Regulated services, which represented 79.5% of carrier revenues in 2006, now represent only 64.8% of rural telecom revenue.
Overall margins, however, have remained essentially flat – in the range of 10% — for the last seven years.
Broadband internet is the largest component of rural telcos’ nonregulated revenues, representing 16.1% of the median company’s revenues for 2017. The median rural telco saw internet revenues increase 8.1%.
Rural telcos’ future success will depend, in large part, on internet revenue growth – but just how strong that growth will be could be difficult to predict. Skidmore noted that the median company saw broadband customer growth of 2.7% in 2017 and the median company had a 57.9% take rate on broadband services, raising the question “Do we have any more room to grow in broadband market penetration and growth or have we reached a saturation point?”
Future broadband success may depend, in large part, on the extent to which customers upgrade to higher-speed broadband tiers. But as of now, the median company reported that 40.8% of customers take the lowest speed available and only 1.8% take the highest speed, which as Skidmore noted, “seems to suggest that the ILECs could do more to move customers into higher-speed products.”
A Video Decision Point
One way to do that might be to encourage more customers to use over the top video, perhaps by selling OTT services. This strategy also could help address profitability concerns that increasingly have plagued rural telco video offerings.
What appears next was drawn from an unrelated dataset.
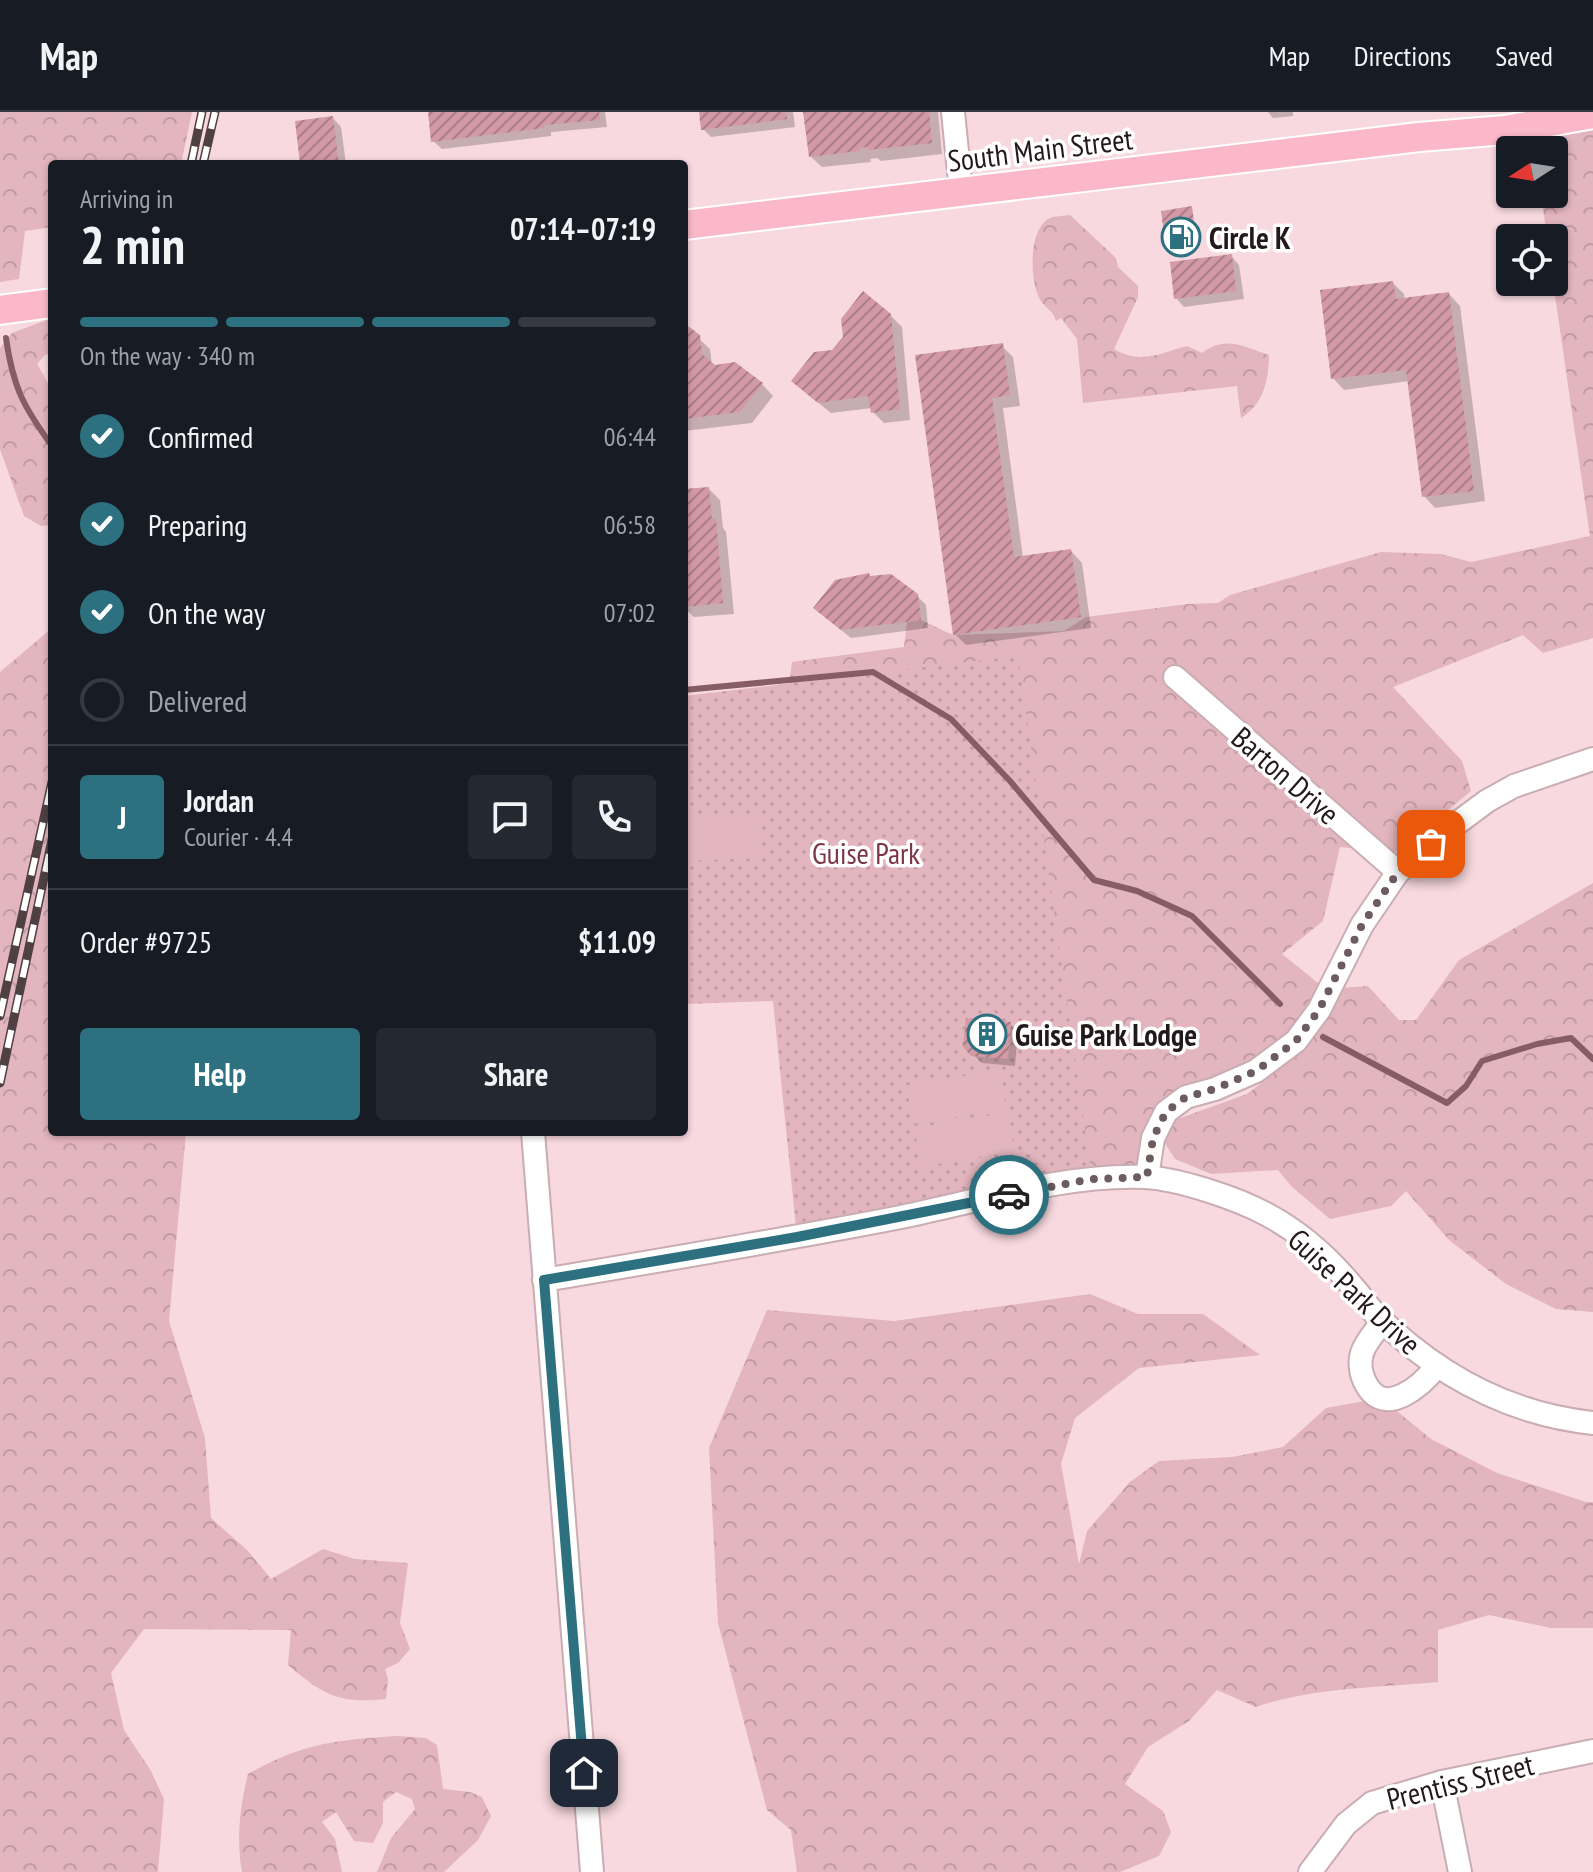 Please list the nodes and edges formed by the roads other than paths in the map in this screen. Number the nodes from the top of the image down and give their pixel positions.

According to this year’s Telergee report, video programming costs increased 6.8% over the previous year and a whopping 58.5% in the last five years. Programming now represents 71.8% of the median company’s video expenses and the median company’s video margin was actually negative.
In this environment, Skidmore noted, “I see companies keeping an eye on the contribution margin of this business (revenue minus cost of content per customer). There is more willingness to raise rates as costs increase . . . I see companies encouraging customers to use OTT products, which requires more bandwidth, resulting in customers increasing the broadband capacity they buy.”
One other key metric that Telergee tracks is capex. This year’s report measured that at 20% of operating revenues, which is consistent with the past two years. Skidmore noted, though, that this is lower than it used to be. In 2008, capex was 24.3% of operating revenue for the median company.
Skidmore noted that recent changes to the Universal Service Fund program imposed two construction limitations – one on total construction costs and one per project – and those limits could be impacting capex. He also noted that “the FCC has broadband buildout requirements that will be kicking in soon.
“Companies could be delaying construction until they better understand the measurement requirements,” which were only recently released by the FCC, Skidmore said.